In fact, the reason we must provide up to 15 neighbors stems from how we construct the hash of branch nodes by simply concatenating the neighbors' hashes together. When verifying the proof, we must insert the node's being verified at the right position so that we can calculate the hash that authenticate that particular structure. And, we do actually know of an authenticated structure that provides succinct proofs: Merkle Trees! And more specifically, Sparse-Merkle Trees in this case, because we might have anywhere between 1 and 15 neighbors.

So, if we construct the hash of all neighbors as the hash of a tiny Sparse-Merkle tree of 16 elements where neighbors are ordered according to their respective nibbles, we effectively end up trading some computing power for smaller proofs. Because once organized as a Merkle Tree, we no longer need to provide all 15 hashes, but only the neighbor nodes on the path. Such a binary tree of 16 elements will always have a depth of 4:

       ┌───────┴───────┐
   ┌───┴───┐       ┌───┴───┐
 ┌─┴─┐   ┌─┴─┐   ┌─┴─┐   ┌─┴─┐
┌┴┐ ┌┴┐ ┌┴┐ ┌┴┐ ┌┴┐ ┌┴┐ ┌┴┐ ┌┴┐
0 1 2 3 4 5 6 7 8 9 a b c d e f

When neighbors are missing, we replace them with "null hashes" which we choose to be, by convention, 32 null bytes. This allows to consistently operate on a tree of 16 elements, as well as preventing malleability of the neighbors. From there, to recompute the hash of a branch node, we must always provide exactly 4 hashes corresponding to the hash of the neighbor sub-trees at depth 1, 2, 3 and the neighboring leaf at 4.

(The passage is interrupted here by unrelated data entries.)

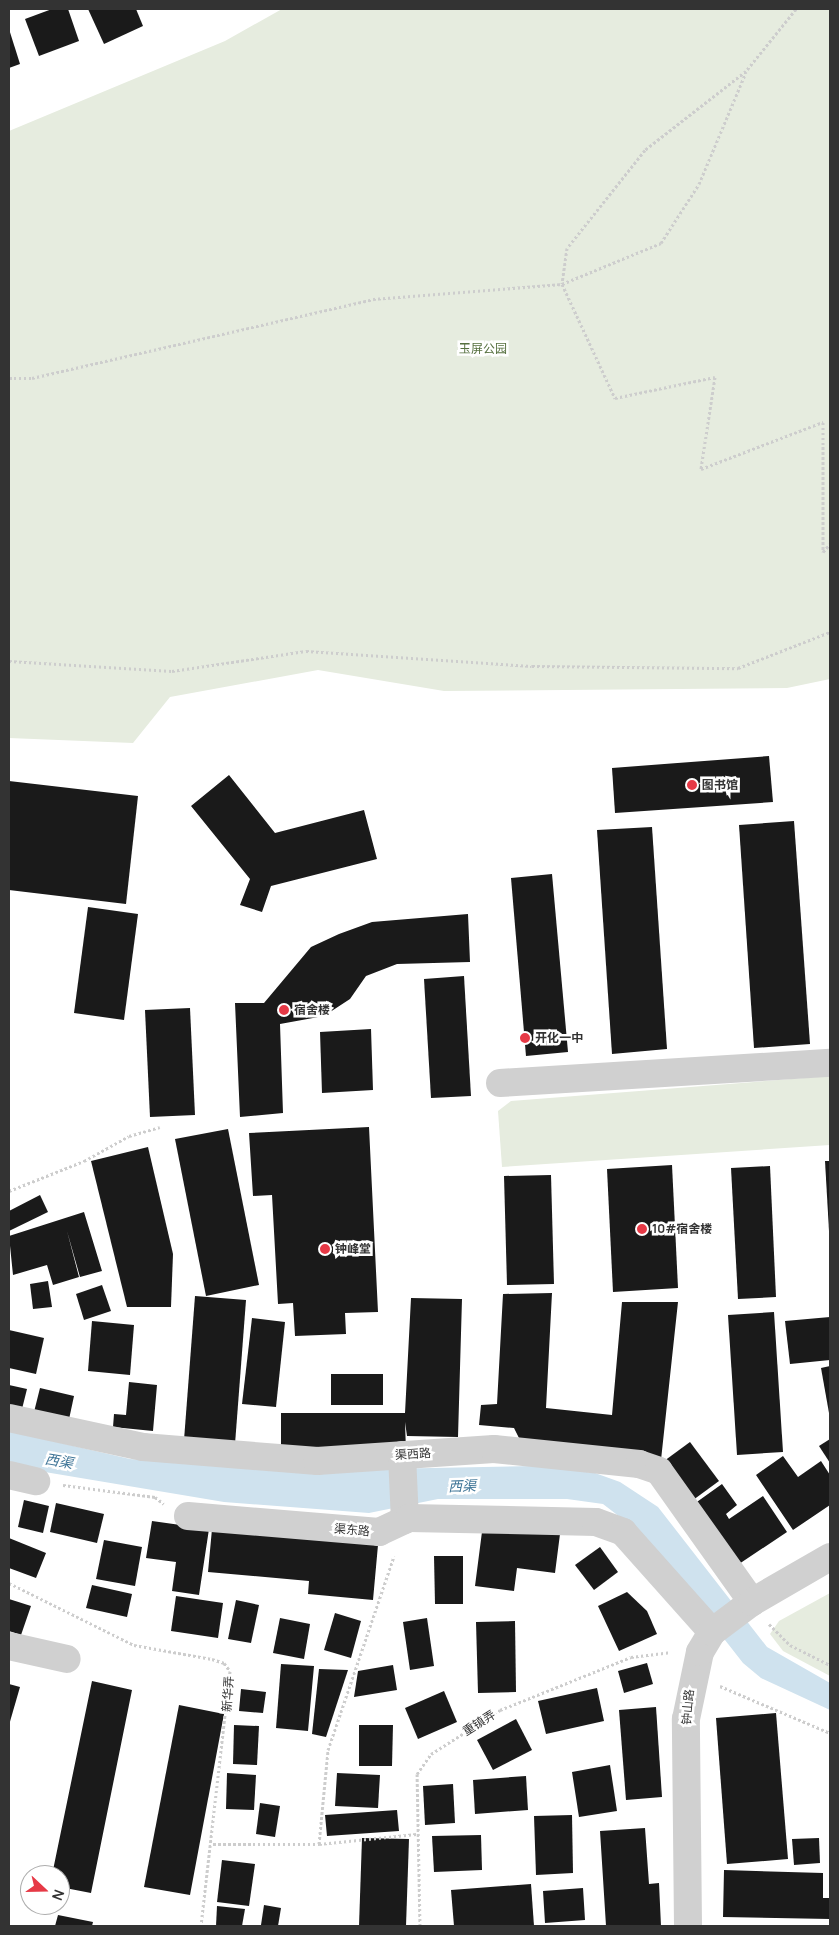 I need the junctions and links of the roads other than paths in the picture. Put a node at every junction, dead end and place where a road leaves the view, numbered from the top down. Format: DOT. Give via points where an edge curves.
graph roads {
  1 [pos="830,1063"];
  2 [pos="500,1083"];
  3 [pos="9,1418"];
  4 [pos="402,1455"];
  5 [pos="9,1475"];
  6 [pos="36,1481"];
  7 [pos="188,1516"];
  8 [pos="405,1520"];
  9 [pos="830,1557"];
  10 [pos="765,1614"];
  11 [pos="712,1632"];
  12 [pos="9,1646"];
  13 [pos="67,1659"];
  14 [pos="688,1926"];
  1 -- 2 [label="street"];
  3 -- 4 [label="street, 渠西路" via="143,1447 317,1461"];
  4 -- 8 [label="street"];
  4 -- 10 [label="street, 渠西路" via="494,1449 639,1464 658,1471"];
  5 -- 6 [label="street"];
  7 -- 8 [label="street, 渠东路" via="378,1532"];
  8 -- 11 [label="street, 渠东路" via="596,1522 623,1532"];
  9 -- 10 [label="street, 钟山路"];
  10 -- 11 [label="street, 钟山路"];
  11 -- 14 [label="street, 钟山路" via="695,1667 686,1719"];
  12 -- 13 [label="street"];
} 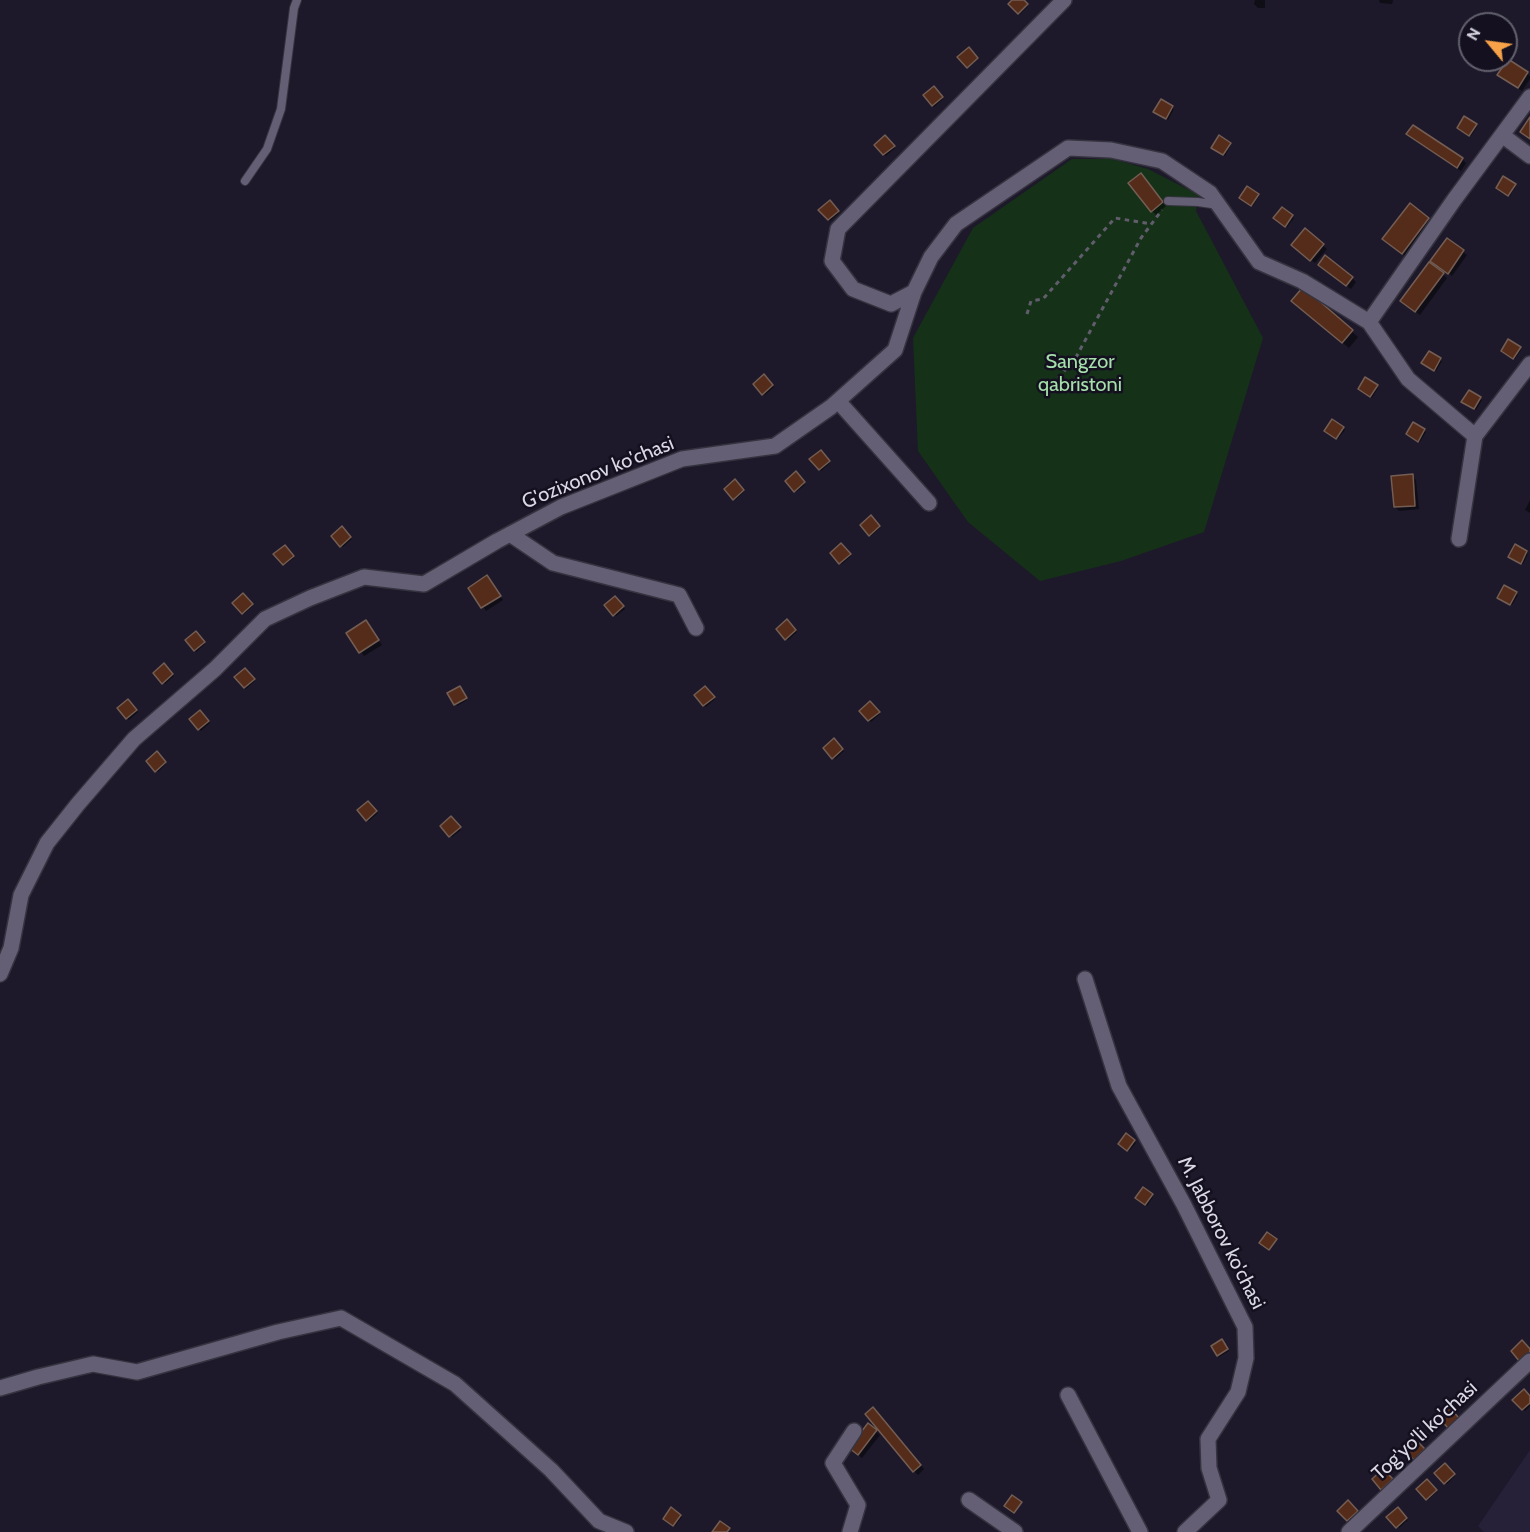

Note that this also works for branches with only 2 neighbors. And since null hashes are known, entire portion of the trees can be 'cached' at each level making it possible to recover the hash of a root tree in always exactly 4 steps (thus limiting also the overhead in computation).

This reduces the proof size of each step from 480 bytes down to 130 bytes, while also preserving small step sizes for Leaf and Fork scenarios. Our implementation also shows that the overhead in memory and cpu units is somewhere around 30% of the original cost with an overall verification cost that remains very acceptable (a fraction of the total budget which is still less than the fraction of the proof size in terms of the transaction max size).

[^1]: The actual formula used in the final implementation differs, as explained under Forestry.